■ **Goal of the exercise**: Return, from the data that follows, each line that holds the word "edges".

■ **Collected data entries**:
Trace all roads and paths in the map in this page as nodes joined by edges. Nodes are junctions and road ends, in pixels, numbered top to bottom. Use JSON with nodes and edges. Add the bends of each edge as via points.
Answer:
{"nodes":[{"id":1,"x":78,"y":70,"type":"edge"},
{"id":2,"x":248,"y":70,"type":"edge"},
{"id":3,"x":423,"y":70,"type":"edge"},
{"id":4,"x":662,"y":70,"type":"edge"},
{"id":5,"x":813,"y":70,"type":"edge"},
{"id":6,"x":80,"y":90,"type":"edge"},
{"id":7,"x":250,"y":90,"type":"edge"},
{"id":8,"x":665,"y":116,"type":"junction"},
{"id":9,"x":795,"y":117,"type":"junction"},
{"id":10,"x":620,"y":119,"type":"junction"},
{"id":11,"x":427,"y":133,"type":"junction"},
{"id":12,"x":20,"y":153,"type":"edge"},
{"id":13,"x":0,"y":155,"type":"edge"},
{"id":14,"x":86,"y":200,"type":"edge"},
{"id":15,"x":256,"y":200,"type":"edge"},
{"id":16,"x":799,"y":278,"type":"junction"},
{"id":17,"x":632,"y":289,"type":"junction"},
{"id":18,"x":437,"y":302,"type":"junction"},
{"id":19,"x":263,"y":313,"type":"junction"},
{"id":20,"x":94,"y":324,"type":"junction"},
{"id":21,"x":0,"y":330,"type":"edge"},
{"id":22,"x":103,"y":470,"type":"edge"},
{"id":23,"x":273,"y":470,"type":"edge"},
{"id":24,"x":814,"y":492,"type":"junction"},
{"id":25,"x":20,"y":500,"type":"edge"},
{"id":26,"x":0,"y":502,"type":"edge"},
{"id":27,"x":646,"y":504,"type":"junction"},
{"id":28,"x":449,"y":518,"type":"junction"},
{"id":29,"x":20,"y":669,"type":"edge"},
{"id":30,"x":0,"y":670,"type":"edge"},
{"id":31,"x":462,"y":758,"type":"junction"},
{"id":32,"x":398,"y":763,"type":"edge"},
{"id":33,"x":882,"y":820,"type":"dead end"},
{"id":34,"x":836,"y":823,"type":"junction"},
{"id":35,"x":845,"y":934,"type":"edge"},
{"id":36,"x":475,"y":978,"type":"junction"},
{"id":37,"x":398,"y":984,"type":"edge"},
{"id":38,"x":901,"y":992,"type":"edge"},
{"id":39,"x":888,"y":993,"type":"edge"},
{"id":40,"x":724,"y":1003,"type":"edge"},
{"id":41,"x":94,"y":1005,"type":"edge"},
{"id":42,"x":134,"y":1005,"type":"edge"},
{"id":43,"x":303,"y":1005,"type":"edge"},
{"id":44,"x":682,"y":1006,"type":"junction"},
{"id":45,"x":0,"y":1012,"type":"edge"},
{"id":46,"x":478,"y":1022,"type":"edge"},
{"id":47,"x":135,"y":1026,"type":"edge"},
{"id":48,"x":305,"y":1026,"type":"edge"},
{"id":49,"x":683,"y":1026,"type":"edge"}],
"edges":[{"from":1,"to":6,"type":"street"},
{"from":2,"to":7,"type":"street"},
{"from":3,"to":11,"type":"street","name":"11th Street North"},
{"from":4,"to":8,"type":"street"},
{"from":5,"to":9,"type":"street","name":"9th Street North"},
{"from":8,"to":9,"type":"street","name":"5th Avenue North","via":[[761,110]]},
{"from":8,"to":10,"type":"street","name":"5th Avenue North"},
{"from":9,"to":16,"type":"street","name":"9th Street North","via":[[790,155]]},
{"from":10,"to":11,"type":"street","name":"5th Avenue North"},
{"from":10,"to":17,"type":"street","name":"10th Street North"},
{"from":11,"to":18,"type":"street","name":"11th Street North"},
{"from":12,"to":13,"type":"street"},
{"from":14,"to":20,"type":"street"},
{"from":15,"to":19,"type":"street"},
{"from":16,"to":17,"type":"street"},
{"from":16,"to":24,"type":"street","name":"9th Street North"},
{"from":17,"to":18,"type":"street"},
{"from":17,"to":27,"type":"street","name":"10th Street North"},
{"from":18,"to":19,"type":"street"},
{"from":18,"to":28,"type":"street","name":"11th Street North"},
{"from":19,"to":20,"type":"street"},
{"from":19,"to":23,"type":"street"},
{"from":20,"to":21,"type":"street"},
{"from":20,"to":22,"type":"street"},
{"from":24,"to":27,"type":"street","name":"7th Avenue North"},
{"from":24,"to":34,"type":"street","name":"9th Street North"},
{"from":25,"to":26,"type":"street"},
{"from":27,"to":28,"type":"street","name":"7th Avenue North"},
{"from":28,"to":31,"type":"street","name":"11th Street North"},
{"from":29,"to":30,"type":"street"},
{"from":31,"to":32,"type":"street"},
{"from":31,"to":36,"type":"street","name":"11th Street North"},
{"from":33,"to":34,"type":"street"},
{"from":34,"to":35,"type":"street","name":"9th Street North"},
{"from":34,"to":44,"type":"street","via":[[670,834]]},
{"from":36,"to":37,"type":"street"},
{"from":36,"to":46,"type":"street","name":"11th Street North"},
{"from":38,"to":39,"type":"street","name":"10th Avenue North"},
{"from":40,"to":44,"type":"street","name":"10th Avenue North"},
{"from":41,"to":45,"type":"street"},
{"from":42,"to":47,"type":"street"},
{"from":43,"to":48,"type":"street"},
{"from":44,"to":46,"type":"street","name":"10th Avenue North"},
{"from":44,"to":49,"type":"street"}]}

■ **Answer for the task**:
Trace all roads and paths in the map in this page as nodes joined by edges. Nodes are junctions and road ends, in pixels, numbered top to bottom. Use JSON with nodes and edges. Add the bends of each edge as via points.
"edges":[{"from":1,"to":6,"type":"street"},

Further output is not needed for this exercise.